● Task description:
Your task is to copy every line below that contains the word "SourceGraphic".

--- Material for this task Enclosed Below ---

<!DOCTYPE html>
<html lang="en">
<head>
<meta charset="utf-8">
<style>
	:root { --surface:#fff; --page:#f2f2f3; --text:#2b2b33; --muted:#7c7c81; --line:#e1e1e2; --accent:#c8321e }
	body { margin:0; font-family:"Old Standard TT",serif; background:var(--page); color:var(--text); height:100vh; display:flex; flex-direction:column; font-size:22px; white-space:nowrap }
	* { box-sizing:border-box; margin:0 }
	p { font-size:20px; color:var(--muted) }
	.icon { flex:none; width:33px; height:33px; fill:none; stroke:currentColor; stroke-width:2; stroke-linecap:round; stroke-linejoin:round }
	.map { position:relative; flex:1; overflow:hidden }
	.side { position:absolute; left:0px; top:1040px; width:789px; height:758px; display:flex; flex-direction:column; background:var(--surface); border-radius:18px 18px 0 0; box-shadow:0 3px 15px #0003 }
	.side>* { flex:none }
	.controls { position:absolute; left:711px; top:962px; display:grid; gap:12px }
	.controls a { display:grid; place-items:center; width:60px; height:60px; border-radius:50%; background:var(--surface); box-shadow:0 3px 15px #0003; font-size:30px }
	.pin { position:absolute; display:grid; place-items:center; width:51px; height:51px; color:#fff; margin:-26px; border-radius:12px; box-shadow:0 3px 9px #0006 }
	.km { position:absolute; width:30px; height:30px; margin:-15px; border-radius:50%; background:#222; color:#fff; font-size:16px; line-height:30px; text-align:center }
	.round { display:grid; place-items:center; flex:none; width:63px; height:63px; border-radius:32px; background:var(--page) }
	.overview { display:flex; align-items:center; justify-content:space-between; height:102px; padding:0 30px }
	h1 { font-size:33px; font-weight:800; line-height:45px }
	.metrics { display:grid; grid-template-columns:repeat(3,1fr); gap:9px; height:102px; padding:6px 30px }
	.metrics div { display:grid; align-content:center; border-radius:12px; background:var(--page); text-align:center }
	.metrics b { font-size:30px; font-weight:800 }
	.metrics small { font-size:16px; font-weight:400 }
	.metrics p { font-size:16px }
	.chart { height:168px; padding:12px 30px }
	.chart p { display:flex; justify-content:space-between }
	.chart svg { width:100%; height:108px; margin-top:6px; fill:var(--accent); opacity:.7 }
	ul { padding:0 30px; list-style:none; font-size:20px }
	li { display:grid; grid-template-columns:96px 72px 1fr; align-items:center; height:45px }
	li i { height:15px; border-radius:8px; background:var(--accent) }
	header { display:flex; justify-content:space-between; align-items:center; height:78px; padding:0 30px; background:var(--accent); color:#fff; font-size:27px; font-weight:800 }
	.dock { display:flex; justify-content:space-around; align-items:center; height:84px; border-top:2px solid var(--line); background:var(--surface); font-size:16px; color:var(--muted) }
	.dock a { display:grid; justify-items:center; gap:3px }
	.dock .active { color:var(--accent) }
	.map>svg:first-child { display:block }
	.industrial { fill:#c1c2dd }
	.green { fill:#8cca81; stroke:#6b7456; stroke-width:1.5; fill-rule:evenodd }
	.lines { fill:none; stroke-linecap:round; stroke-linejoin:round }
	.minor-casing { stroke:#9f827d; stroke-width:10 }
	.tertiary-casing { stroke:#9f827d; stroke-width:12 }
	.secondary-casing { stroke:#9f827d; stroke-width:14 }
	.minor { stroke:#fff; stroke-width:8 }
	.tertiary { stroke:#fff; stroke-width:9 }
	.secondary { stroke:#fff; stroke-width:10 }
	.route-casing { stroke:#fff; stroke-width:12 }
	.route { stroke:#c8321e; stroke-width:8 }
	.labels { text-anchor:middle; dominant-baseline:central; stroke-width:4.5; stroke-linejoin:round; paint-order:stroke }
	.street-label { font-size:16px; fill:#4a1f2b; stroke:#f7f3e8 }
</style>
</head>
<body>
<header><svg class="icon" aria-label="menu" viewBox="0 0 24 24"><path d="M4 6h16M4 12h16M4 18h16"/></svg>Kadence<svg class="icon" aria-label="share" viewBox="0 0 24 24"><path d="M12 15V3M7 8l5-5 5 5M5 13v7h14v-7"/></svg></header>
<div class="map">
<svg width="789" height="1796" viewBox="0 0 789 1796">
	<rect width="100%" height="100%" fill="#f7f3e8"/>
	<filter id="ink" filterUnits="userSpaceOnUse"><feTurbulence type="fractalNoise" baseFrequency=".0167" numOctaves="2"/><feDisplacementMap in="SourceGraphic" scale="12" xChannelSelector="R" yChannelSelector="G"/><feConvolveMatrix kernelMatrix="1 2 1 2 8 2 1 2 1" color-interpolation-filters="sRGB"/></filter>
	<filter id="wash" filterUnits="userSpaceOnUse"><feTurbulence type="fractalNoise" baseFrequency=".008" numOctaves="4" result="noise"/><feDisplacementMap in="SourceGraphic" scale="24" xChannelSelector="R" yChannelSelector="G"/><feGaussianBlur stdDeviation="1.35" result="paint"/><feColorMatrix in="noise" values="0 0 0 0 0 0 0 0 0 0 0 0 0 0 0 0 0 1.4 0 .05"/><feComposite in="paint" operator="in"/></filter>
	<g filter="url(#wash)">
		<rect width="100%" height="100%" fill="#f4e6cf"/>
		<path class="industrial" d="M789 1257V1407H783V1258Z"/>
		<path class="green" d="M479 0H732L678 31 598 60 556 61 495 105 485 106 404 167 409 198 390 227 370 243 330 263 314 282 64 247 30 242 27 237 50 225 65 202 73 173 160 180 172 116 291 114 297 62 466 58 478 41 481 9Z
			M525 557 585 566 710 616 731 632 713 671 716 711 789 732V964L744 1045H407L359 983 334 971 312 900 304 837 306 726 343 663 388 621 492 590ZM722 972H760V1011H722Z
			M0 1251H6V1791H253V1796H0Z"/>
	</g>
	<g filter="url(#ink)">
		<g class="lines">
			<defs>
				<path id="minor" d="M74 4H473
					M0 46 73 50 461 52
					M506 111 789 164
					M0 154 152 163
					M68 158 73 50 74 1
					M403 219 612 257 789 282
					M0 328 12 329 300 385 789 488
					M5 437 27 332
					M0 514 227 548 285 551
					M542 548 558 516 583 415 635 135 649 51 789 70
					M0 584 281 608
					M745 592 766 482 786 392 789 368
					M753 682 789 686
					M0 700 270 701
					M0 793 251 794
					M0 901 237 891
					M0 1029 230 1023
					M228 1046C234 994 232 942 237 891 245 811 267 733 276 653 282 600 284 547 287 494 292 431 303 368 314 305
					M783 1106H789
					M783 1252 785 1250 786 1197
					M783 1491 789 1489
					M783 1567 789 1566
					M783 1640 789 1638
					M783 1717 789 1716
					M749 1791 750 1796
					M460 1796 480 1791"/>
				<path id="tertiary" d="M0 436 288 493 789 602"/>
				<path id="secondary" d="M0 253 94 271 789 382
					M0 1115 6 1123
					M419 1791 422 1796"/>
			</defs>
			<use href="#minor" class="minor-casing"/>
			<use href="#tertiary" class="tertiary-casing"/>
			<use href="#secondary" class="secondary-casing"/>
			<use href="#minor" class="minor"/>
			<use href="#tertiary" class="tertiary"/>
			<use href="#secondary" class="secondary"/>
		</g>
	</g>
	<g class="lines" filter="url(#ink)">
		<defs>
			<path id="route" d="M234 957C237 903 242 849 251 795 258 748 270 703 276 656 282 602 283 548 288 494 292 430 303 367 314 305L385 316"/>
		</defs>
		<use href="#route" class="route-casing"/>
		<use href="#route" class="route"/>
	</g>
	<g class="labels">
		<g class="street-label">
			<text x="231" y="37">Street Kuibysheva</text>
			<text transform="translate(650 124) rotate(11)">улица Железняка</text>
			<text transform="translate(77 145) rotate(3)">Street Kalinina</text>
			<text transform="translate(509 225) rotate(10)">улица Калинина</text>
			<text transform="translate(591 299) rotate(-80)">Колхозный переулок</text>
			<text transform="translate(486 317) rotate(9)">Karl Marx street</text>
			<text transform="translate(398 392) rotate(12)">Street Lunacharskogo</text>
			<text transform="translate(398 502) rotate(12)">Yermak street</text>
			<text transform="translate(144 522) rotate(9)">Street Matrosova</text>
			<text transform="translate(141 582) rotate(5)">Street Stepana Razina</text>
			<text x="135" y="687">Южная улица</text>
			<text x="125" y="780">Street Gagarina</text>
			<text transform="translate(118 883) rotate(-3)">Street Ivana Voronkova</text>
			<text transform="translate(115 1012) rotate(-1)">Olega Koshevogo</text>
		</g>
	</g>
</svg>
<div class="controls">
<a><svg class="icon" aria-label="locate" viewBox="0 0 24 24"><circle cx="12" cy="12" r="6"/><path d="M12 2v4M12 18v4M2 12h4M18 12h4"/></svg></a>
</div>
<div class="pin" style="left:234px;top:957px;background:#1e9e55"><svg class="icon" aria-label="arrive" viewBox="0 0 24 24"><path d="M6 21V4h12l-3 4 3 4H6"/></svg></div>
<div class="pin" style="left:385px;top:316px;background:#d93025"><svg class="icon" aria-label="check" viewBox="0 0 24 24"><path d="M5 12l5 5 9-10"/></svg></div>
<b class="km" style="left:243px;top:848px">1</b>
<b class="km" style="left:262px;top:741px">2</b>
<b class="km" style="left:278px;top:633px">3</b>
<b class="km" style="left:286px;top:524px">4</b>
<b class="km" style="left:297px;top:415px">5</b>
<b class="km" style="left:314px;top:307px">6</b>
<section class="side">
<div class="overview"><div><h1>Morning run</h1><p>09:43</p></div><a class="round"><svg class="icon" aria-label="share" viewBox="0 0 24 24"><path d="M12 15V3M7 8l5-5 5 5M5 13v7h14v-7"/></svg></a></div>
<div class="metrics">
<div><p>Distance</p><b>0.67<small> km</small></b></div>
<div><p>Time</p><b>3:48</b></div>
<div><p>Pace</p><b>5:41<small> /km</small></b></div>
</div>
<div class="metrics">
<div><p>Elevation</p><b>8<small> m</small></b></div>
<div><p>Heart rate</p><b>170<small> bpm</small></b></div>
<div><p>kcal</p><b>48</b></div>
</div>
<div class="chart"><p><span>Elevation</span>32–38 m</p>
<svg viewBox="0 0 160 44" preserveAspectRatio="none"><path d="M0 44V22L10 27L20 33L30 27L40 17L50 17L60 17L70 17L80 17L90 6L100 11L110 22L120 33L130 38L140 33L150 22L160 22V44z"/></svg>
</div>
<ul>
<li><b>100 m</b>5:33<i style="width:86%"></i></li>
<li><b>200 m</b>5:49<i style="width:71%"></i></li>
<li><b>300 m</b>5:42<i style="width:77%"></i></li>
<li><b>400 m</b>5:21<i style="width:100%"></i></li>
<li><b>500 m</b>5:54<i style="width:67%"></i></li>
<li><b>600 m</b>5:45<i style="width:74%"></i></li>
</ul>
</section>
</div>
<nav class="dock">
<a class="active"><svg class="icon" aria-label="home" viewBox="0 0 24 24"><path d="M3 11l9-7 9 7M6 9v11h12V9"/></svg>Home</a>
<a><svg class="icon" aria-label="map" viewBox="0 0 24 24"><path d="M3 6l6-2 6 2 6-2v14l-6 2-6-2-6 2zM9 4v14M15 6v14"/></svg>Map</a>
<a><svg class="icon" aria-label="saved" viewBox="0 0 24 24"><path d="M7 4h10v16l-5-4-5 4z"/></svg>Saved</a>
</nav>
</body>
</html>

--- End of Enclosed Material for this task ---

● Task result:
	<filter id="ink" filterUnits="userSpaceOnUse"><feTurbulence type="fractalNoise" baseFrequency=".0167" numOctaves="2"/><feDisplacementMap in="SourceGraphic" scale="12" xChannelSelector="R" yChannelSelector="G"/><feConvolveMatrix kernelMatrix="1 2 1 2 8 2 1 2 1" color-interpolation-filters="sRGB"/></filter>
	<filter id="wash" filterUnits="userSpaceOnUse"><feTurbulence type="fractalNoise" baseFrequency=".008" numOctaves="4" result="noise"/><feDisplacementMap in="SourceGraphic" scale="24" xChannelSelector="R" yChannelSelector="G"/><feGaussianBlur stdDeviation="1.35" result="paint"/><feColorMatrix in="noise" values="0 0 0 0 0 0 0 0 0 0 0 0 0 0 0 0 0 1.4 0 .05"/><feComposite in="paint" operator="in"/></filter>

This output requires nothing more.